These lovely swan-maidens must have been long known to German tradition. When they bathe in the cooling flood, they lay down on the bank the swan-ring, the swan-shift; who takes it from them, has them in his power. (56) Though we are not expressly told so, yet the three prophetic merwomen whose garments Hagene took away, are precisely such; it is said (Nib. 1476, 1) by way of simile again:

sie swebten sam die vogele ûf der fluot.

It is true, our epic names only two of them (the Danish story only one), the wîsiu wîp, Hadburc and Sigelint, (57) but one of them begins to prophesy, and their garments are described as 'wunderlich,' 1478, 3. The myth of Völundr we meet with again in an OHG. poem, which puts doves in the place of swans: three doves fly to a fountain, but when they touch the ground they turn into maidens, Wielant removes their clothes, and will not give them up till one of them consents to take him for her husband. In other tales as widely diffused, young men throw the shift, ring or chain over them, which turns them into swans. (58) When the resumption of human shape cannot be effected completely, the hero retains a swan-wing; evidence of the high antiquity of this detail lies in its connextion with the heroic legend of Scoup or Sceáf (p. 370); and it has found its way into modern pedigrees. (59) Especially important, as placing in a clear light the exact relation of these swan-wives to the walküren, is a statement about them in Altd. bl. 1, 128: A nobleman hunting in a wild forest saw a maiden bathing in the river, he crept up and took away the gold chain on her hand, then she could not escape. There was peculiar virtue in this chain: 'dor ümme (on account of it) werden sülche frowen wünschelwybere genant'. He married her, and she had seven children at a birth, they all had gold rings about their necks, i.e., like their mother, the power of assuming swan-shape. Swan children then are wish-children. In Gudrun, the prophetic angel comes over the sea-wave in the shape of a wild bird singing, i.e., of a swan, and in Lohengrin a talking swan escorts the hero in his ship; in AS. poetry swanrâd (-road) passed current for the sea itself, and alpiz, ælfet, âlpt (oygnus) is akin to the name of the ghostly alp, ælf (see Suppl.).

We hear tell of a swan that swims on the lake in a hollow mountain, holding a ring in his bill: if he lets it fall, the earth comes to an end. (60) On the Ur'arbrunnr itself two swans are maintained (Sn. 20); another story of a soothsaying swan is communicated by Kuhn, p. 67, from the Mittelmark.

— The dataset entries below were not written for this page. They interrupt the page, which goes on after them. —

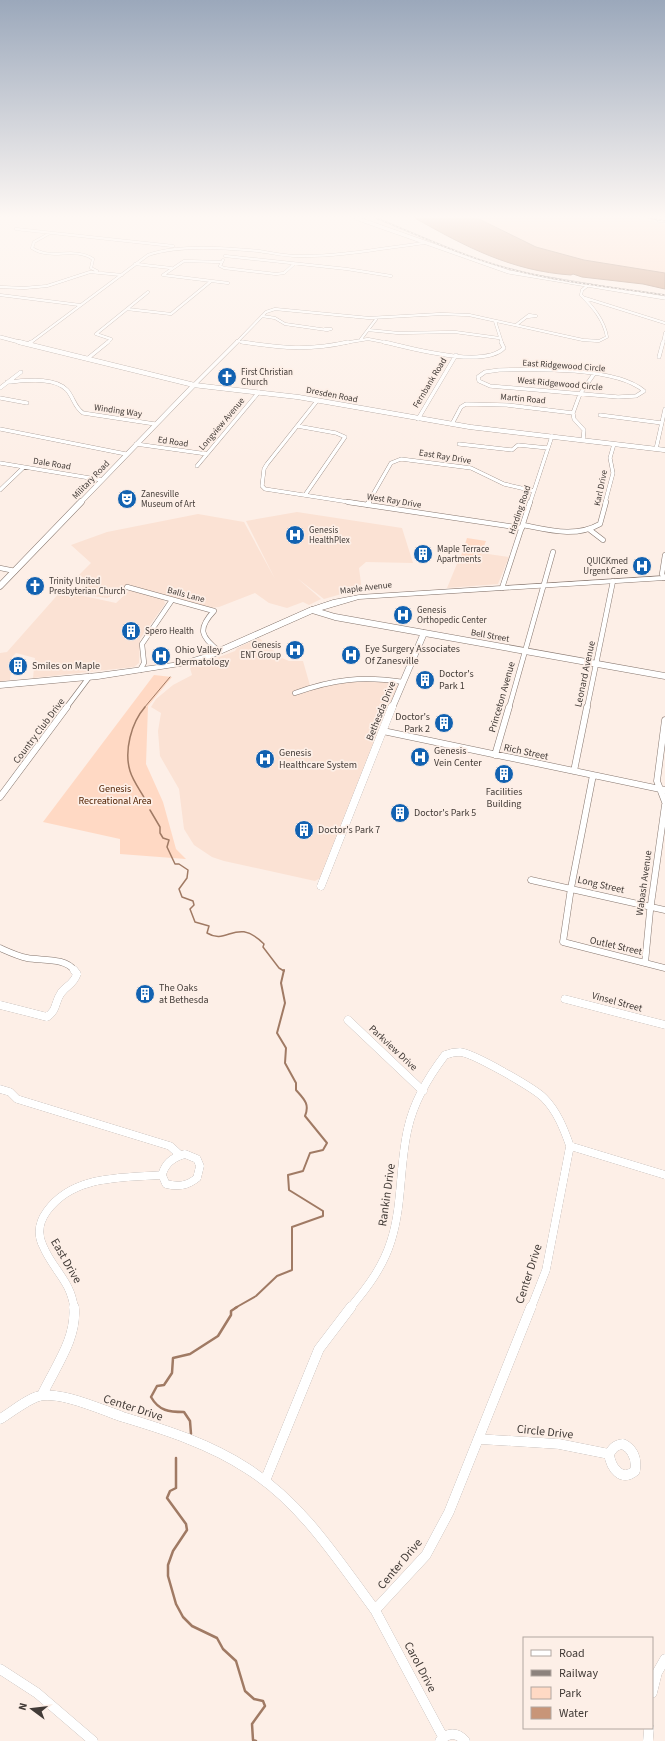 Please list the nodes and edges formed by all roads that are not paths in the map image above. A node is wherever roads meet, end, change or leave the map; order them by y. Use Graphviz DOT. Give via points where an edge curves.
graph roads {
  1 [pos="34,299"];
  2 [pos="88,299"];
  3 [pos="139,299"];
  4 [pos="189,299"];
  5 [pos="584,299"];
  6 [pos="589,299"];
  7 [pos="80,305"];
  8 [pos="127,309"];
  9 [pos="262,316"];
  10 [pos="527,317"];
  11 [pos="377,318"];
  12 [pos="495,321"];
  13 [pos="665,324"];
  14 [pos="516,325"];
  15 [pos="325,329"];
  16 [pos="368,330"];
  17 [pos="665,333"];
  18 [pos="0,338"];
  19 [pos="500,338"];
  20 [pos="361,339"];
  21 [pos="237,341"];
  22 [pos="28,344"];
  23 [pos="456,356"];
  24 [pos="659,357"];
  25 [pos="87,359"];
  26 [pos="21,372"];
  27 [pos="594,374"];
  28 [pos="478,377"];
  29 [pos="7,382"];
  30 [pos="194,384"];
  31 [pos="0,388"];
  32 [pos="259,392"];
  33 [pos="643,393"];
  34 [pos="580,394"];
  35 [pos="0,398"];
  36 [pos="317,401"];
  37 [pos="27,403"];
  38 [pos="665,409"];
  39 [pos="573,413"];
  40 [pos="600,415"];
  41 [pos="418,419"];
  42 [pos="155,424"];
  43 [pos="452,424"];
  44 [pos="663,424"];
  45 [pos="297,426"];
  46 [pos="0,429"];
  47 [pos="552,436"];
  48 [pos="583,440"];
  49 [pos="136,444"];
  50 [pos="459,444"];
  51 [pos="614,444"];
  52 [pos="548,448"];
  53 [pos="656,449"];
  54 [pos="665,450"];
  55 [pos="126,454"];
  56 [pos="207,454"];
  57 [pos="0,463"];
  58 [pos="197,466"];
  59 [pos="24,468"];
  60 [pos="102,480"];
  61 [pos="0,490"];
  62 [pos="534,491"];
  63 [pos="305,496"];
  64 [pos="367,505"];
  65 [pos="522,527"];
  66 [pos="590,530"];
  67 [pos="603,540"];
  68 [pos="553,552"];
  69 [pos="665,555"];
  70 [pos="0,568"];
  71 [pos="15,571"];
  72 [pos="664,578"];
  73 [pos="613,581"];
  74 [pos="0,586"];
  75 [pos="543,586"];
  76 [pos="127,587"];
  77 [pos="502,588"];
  78 [pos="172,600"];
  79 [pos="331,604"];
  80 [pos="312,610"];
  81 [pos="330,616"];
  82 [pos="424,633"];
  83 [pos="219,651"];
  84 [pos="524,651"];
  85 [pos="597,664"];
  86 [pos="142,667"];
  87 [pos="90,676"];
  88 [pos="665,676"];
  89 [pos="58,680"];
  90 [pos="403,682"];
  91 [pos="0,685"];
  92 [pos="0,688"];
  93 [pos="295,693"];
  94 [pos="665,720"];
  95 [pos="383,731"];
  96 [pos="495,755"];
  97 [pos="574,771"];
  98 [pos="593,775"];
  99 [pos="658,789"];
  100 [pos="665,790"];
  101 [pos="0,796"];
  102 [pos="665,802"];
  103 [pos="665,805"];
  104 [pos="531,880"];
  105 [pos="321,886"];
  106 [pos="571,888"];
  107 [pos="651,907"];
  108 [pos="665,910"];
  109 [pos="0,948"];
  110 [pos="646,963"];
  111 [pos="665,968"];
  112 [pos="565,999"];
  113 [pos="0,1005"];
  114 [pos="348,1020"];
  115 [pos="665,1025"];
  116 [pos="0,1089"];
  117 [pos="424,1090"];
  118 [pos="570,1146"];
  119 [pos="180,1155"];
  120 [pos="665,1175"];
  121 [pos="162,1176"];
  122 [pos="42,1395"];
  123 [pos="0,1419"];
  124 [pos="478,1439"];
  125 [pos="609,1454"];
  126 [pos="265,1481"];
  127 [pos="375,1610"];
  128 [pos="665,1659"];
  129 [pos="0,1669"];
  130 [pos="653,1689"];
  131 [pos="649,1729"];
  132 [pos="441,1739"];
  133 [pos="93,1741"];
  134 [pos="465,1741"];
  135 [pos="648,1741"];
  1 -- 7 [label="street"];
  2 -- 7 [label="street"];
  3 -- 8 [label="street"];
  4 -- 8 [label="street" via="171,314"];
  5 -- 14 [label="street" via="594,308 607,334 604,340 588,342"];
  6 -- 13 [label="street"];
  7 -- 22 [label="street"];
  8 -- 25 [label="street" via="96,334 112,339"];
  9 -- 11 [label="street" via="268,310 280,308"];
  9 -- 15 [label="street" via="275,318 285,324"];
  9 -- 21 [label="street"];
  10 -- 14 [label="street"];
  11 -- 12 [label="street" via="454,314"];
  11 -- 16 [label="street"];
  12 -- 14 [label="street"];
  12 -- 19 [label="street"];
  16 -- 19 [label="street" via="398,333 455,332"];
  16 -- 20 [label="street"];
  17 -- 24 [label="street"];
  18 -- 22 [label="street, Dresden Road"];
  19 -- 23 [label="street" via="504,348 501,353"];
  20 -- 21 [label="street" via="333,346 303,348"];
  20 -- 23 [label="street" via="378,340 431,353"];
  21 -- 30 [label="street"];
  22 -- 25 [label="street, Dresden Road"];
  23 -- 41 [label="street, Fernbank Road"];
  25 -- 30 [label="street, Dresden Road"];
  26 -- 29 [label="street"];
  27 -- 28 [label="street, East Ridgewood Circle" via="499,370 485,372"];
  27 -- 33 [label="street, East Ridgewood Circle" via="628,380 642,387"];
  27 -- 34 [label="street"];
  28 -- 34 [label="street, West Ridgewood Circle" via="481,383 490,386"];
  29 -- 31 [label="street"];
  29 -- 42 [label="street, Winding Way" via="56,384 67,390 77,408 83,413"];
  30 -- 32 [label="street, Dresden Road"];
  30 -- 42 [label="street, Military Road"];
  32 -- 36 [label="street, Dresden Road"];
  32 -- 56 [label="street, Longview Avenue"];
  33 -- 34 [label="street, West Ridgewood Circle" via="629,397"];
  34 -- 39 [label="street"];
  35 -- 37 [label="street"];
  36 -- 41 [label="street, Dresden Road"];
  36 -- 45 [label="street"];
  38 -- 44 [label="street"];
  39 -- 43 [label="street, Martin Road" via="507,405 466,404 461,406"];
  39 -- 48 [label="street" via="574,419 584,430"];
  40 -- 44 [label="street"];
  41 -- 43 [label="street, Dresden Road"];
  42 -- 49 [label="street, Military Road"];
  43 -- 47 [label="street, Dresden Road"];
  44 -- 53 [label="street"];
  45 -- 63 [label="street, West Ray Drive" via="265,467 262,486"];
  45 -- 63 [label="street" via="336,433 345,438"];
  46 -- 55 [label="street"];
  47 -- 48 [label="street, Dresden Road"];
  47 -- 52 [label="street, Harding Road"];
  48 -- 51 [label="street, Dresden Road"];
  49 -- 55 [label="street, Military Road"];
  49 -- 56 [label="street, Ed Road"];
  50 -- 52 [label="street" via="512,450 518,444"];
  51 -- 53 [label="street, Dresden Road"];
  51 -- 66 [label="street, Karl Drive" via="610,458 613,473 603,517 600,524"];
  52 -- 62 [label="street, Harding Road"];
  53 -- 54 [label="street, Dresden Road"];
  55 -- 60 [label="street, Military Road"];
  56 -- 58 [label="street, Longview Avenue"];
  57 -- 59 [label="street, Dale Road"];
  59 -- 60 [label="street, Dale Road"];
  59 -- 61 [label="street"];
  60 -- 71 [label="street, Military Road"];
  62 -- 64 [label="street, East Ray Drive" via="501,483 471,468 409,459 397,460 391,463"];
  62 -- 65 [label="street, Harding Road"];
  63 -- 64 [label="street, West Ray Drive"];
  64 -- 65 [label="street, West Ray Drive"];
  65 -- 66 [label="street" via="567,532"];
  65 -- 77 [label="street, Harding Road"];
  66 -- 67 [label="street"];
  68 -- 75 [label="street, Princeton Avenue"];
  69 -- 72 [label="street" via="662,574"];
  70 -- 71 [label="street"];
  71 -- 74 [label="street, Military Road"];
  72 -- 73 [label="main road, Maple Avenue"];
  73 -- 75 [label="main road, Maple Avenue"];
  73 -- 85 [label="street, Leonard Avenue"];
  75 -- 77 [label="main road, Maple Avenue"];
  75 -- 84 [label="street, Princeton Avenue"];
  76 -- 78 [label="street, Balls Lane"];
  77 -- 79 [label="main road, Maple Avenue" via="372,596"];
  78 -- 83 [label="street, Balls Lane" via="214,611 204,622 202,632 204,638"];
  78 -- 86 [label="street" via="142,644"];
  79 -- 80 [label="main road, Maple Avenue"];
  79 -- 81 [label="street" via="328,611"];
  80 -- 81 [label="street, Bell Street"];
  80 -- 83 [label="main road, Maple Avenue"];
  81 -- 82 [label="street, Bell Street"];
  82 -- 84 [label="street, Bell Street"];
  82 -- 90 [label="street, Bethesda Drive"];
  83 -- 86 [label="main road, Maple Avenue" via="188,662 152,669"];
  84 -- 85 [label="street, Bell Street"];
  84 -- 96 [label="street, Princeton Avenue"];
  85 -- 88 [label="street, Bell Street"];
  85 -- 97 [label="street, Leonard Avenue"];
  86 -- 87 [label="main road, Maple Avenue"];
  87 -- 89 [label="main road, Maple Avenue"];
  87 -- 101 [label="street, Country Club Drive"];
  89 -- 91 [label="main road, Maple Avenue"];
  89 -- 92 [label="main road, Maple Avenue"];
  90 -- 93 [label="street" via="375,677 355,678 330,681"];
  90 -- 95 [label="street, Bethesda Drive"];
  94 -- 99 [label="street"];
  95 -- 96 [label="street, Rich Street"];
  95 -- 105 [label="street, Bethesda Drive"];
  96 -- 97 [label="street, Rich Street"];
  97 -- 98 [label="street, Rich Street"];
  98 -- 99 [label="street, Rich Street"];
  98 -- 106 [label="street"];
  99 -- 100 [label="street, Rich Street"];
  99 -- 102 [label="street" via="663,794"];
  103 -- 107 [label="street, Wabash Avenue"];
  104 -- 106 [label="street, Long Street"];
  106 -- 107 [label="street, Long Street"];
  106 -- 110 [label="street, Outlet Street" via="562,942"];
  107 -- 108 [label="street, Long Street"];
  107 -- 110 [label="street, Wabash Avenue"];
  109 -- 113 [label="street" via="26,958 64,964 74,969 77,974 74,982 61,993 54,1012 48,1017"];
  110 -- 111 [label="street, Outlet Street"];
  112 -- 115 [label="street, Vinsel Street"];
  114 -- 117 [label="street, Parkview Drive"];
  116 -- 119 [label="street" via="10,1092 17,1099 170,1146"];
  117 -- 118 [label="street, Rankin Drive" via="445,1055 456,1052 466,1054 539,1092 556,1111"];
  117 -- 126 [label="street, Rankin Drive" via="408,1126 395,1225 388,1251 365,1291 319,1349"];
  118 -- 120 [label="street"];
  118 -- 124 [label="street, Center Drive" via="546,1270"];
  119 -- 121 [label="street" via="166,1164"];
  119 -- 121 [label="street" via="185,1154 197,1159 200,1170 195,1181 183,1186 172,1186 166,1184"];
  121 -- 122 [label="street, East Drive" via="85,1184 67,1192 46,1210 39,1229 40,1239 66,1279 74,1312 67,1347"];
  122 -- 123 [label="street"];
  122 -- 126 [label="street, Center Drive" via="61,1398 174,1435 221,1454"];
  124 -- 125 [label="street, Circle Drive" via="559,1444"];
  124 -- 127 [label="street, Center Drive" via="449,1512 426,1556"];
  126 -- 127 [label="street, Center Drive" via="306,1521"];
  127 -- 132 [label="street, Carol Drive"];
  128 -- 130 [label="street" via="657,1673"];
  129 -- 133 [label="street" via="47,1699"];
  131 -- 135 [label="street"];
  132 -- 134 [label="street, Carol Drive" via="453,1733"];
} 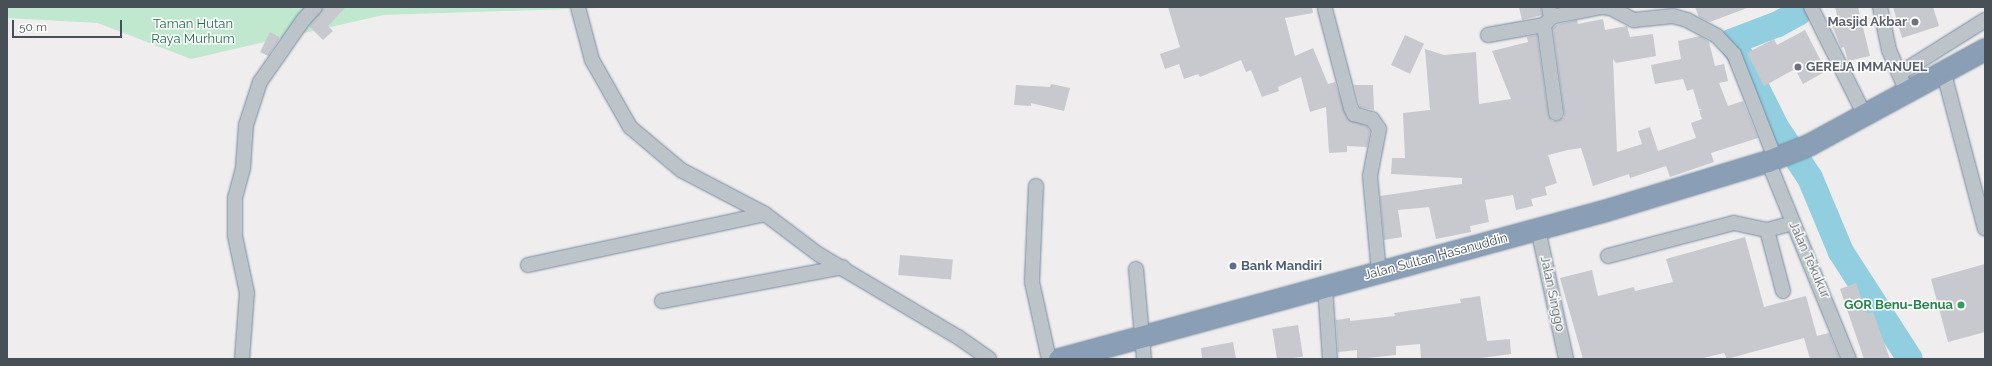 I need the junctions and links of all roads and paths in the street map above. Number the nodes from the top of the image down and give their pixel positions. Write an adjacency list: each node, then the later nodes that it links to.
1 (315, 7): 30 (street)
2 (578, 7): 16 (street)
3 (1811, 7): 13 (street)
4 (1880, 7): 11 (street)
5 (1325, 9): 25 (street)
6 (1548, 16): 8 (street, Jalan Tekukur); 12 (street); 14 (street, Jalan Tekukur)
7 (1985, 20): 11 (street)
8 (1488, 35)
9 (1985, 49): 10 (highway, Jalan Sultan Hasanuddin)
10 (1943, 70): 11 (highway, Jalan Sultan Hasanuddin); 19 (street)
11 (1903, 83): 13 (highway, Jalan Sultan Hasanuddin)
12 (1556, 113)
13 (1864, 114): 14 (highway, Jalan Sultan Hasanuddin)
14 (1775, 158): 17 (street, Jalan Tekukur); 18 (highway, Jalan Sultan Hasanuddin)
15 (1036, 186): 32 (street)
16 (765, 214): 22 (street); 23 (street)
17 (1793, 223): 20 (street); 37 (street, Jalan Tekukur)
18 (1538, 229): 25 (highway, Jalan Sultan Hasanuddin); 36 (street, Jalan Singgo)
19 (1985, 229)
20 (1766, 230): 21 (street); 27 (street)
21 (1608, 256)
22 (528, 265)
23 (843, 267): 28 (street); 31 (street)
24 (1136, 269): 29 (street)
25 (1379, 273): 26 (highway, Jalan Sultan Hasanuddin)
26 (1325, 286): 29 (highway, Jalan Sultan Hasanuddin); 35 (street)
27 (1783, 291)
28 (662, 301)
29 (1140, 336): 33 (highway, Jalan Sultan Hasanuddin); 34 (street)
30 (242, 359)
31 (989, 359)
32 (1049, 359)
33 (1059, 359)
34 (1144, 359)
35 (1330, 359)
36 (1566, 359)
37 (1849, 359) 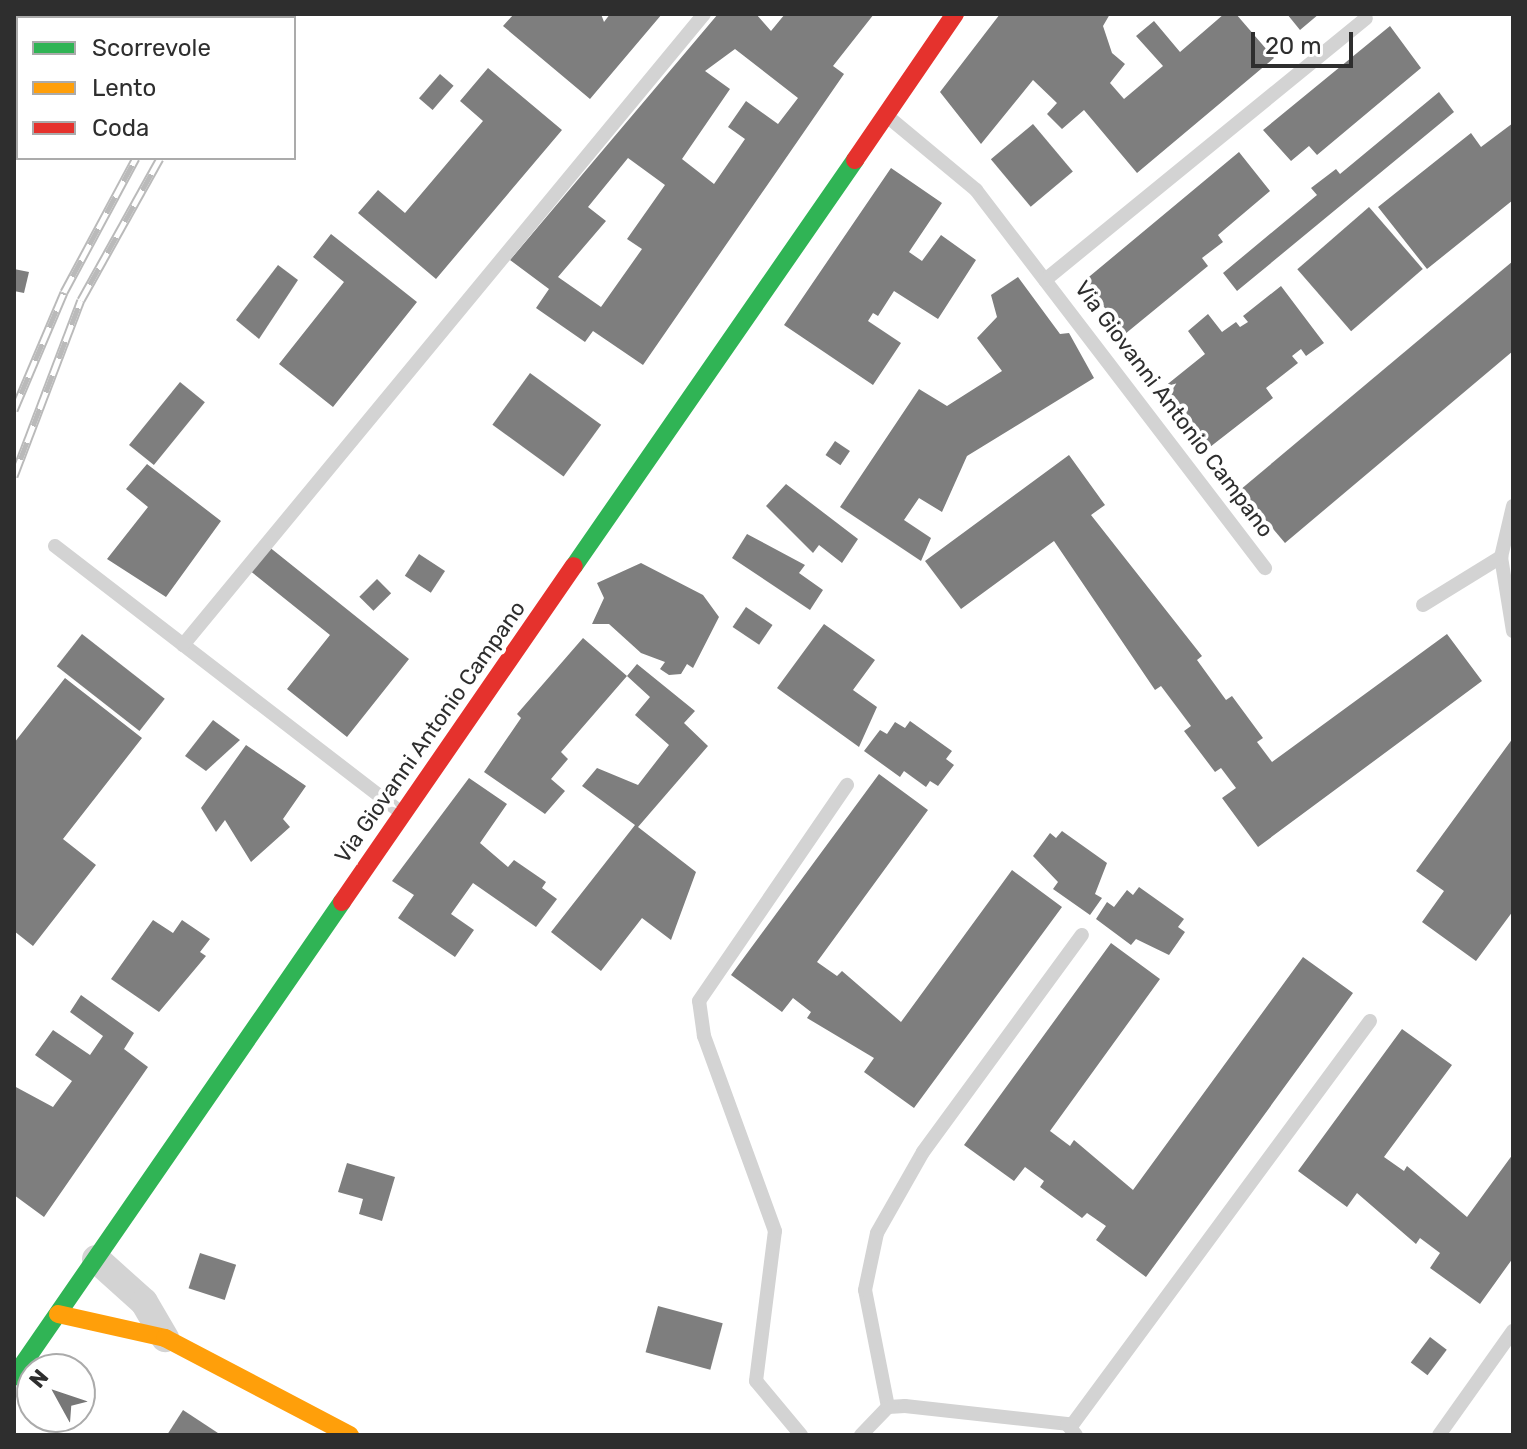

A young man metamorphosed into a swan is implied in the familiar Westphalian nursery-rhyme:

swane, swane, pek up de nesen,

wannehr bistu krieger wesen (was a warrior)?

Another, of Achen, says:

krune krane, wisse schwane,

we wel met noh Engeland fahre?

And the name Sæfugel in the AS. genealogies seems to indicate a swan-hero.

The spinner Berhta, the goose-footed (61) queen, may fairly suggest swan-maidens (p. 280). (62) If those prophetic 'gallicenae' were able to assume what animal shapes they pleased, why, then the Celts too seem to have known about swan-metamorphosis in very early times, so that in French fay-legends we may supply the omissions; e.g., in Méon 3, 412:

en la fontaine se baignoient [[in the fountain were bathing]]
       trois puceles preuz et senées,

[[three virgins wise and (I read: sensées) with good sense]]
       qui de biaute sembloient fées: [[who for the beauty seem to be fays]]
       lor robes a tout lor chemises [[their dresses and all their garments]]
       orent desoz une arbre mises [[have under a tree laid]]
       du bout de la fontaine en haut. [[at the end of the fountain, above]]
puceles senées [[virgins with good sense]] 3, 419. bien eurées [[of good omen]] 418. la plus mestre [[the most important]] 413-5. The shifts were stolen, and the maidens detained. In the Lai du Desiré the knight espies in the forest a swan-maiden without her wimple (sans guimple). The wimple of the white-robed fay answers to the swan-shift.

 



6. WOOD-WIVES.

We have seen that the wish-wives appear on pools and lakes in the depth of the forest: it is because they are likewise wood-wives, and under this character they suggest further reflections. The old sacred forest seems their favourite abode: as the gods sat throned in the groves, on the trees, the wise-women of their train and escort would seek the same haunts. Did not the Gothic aliorunas dwell in the woodland among the wood-sprites? Was not Veleda's tower placed on a rock, that is, in the woods? The Völundarqviða opens with the words:

meyjar flugo sunnan Myrkvið igögnom,

maids flew from south through murky wood to the seashore, there they tarried seven years, till they grew homesick:  
 



ENDNOTES:


54. Es schwant mir, it swans me = I have a boding. The reference to the bird seems undeniable, for we also say in the same sense: es wachsen (there grow) mir schwansfedern' (so already in Zesen's Simson). Conf. the Eddic 'svanfiaðrar drô (wore)'.  (back)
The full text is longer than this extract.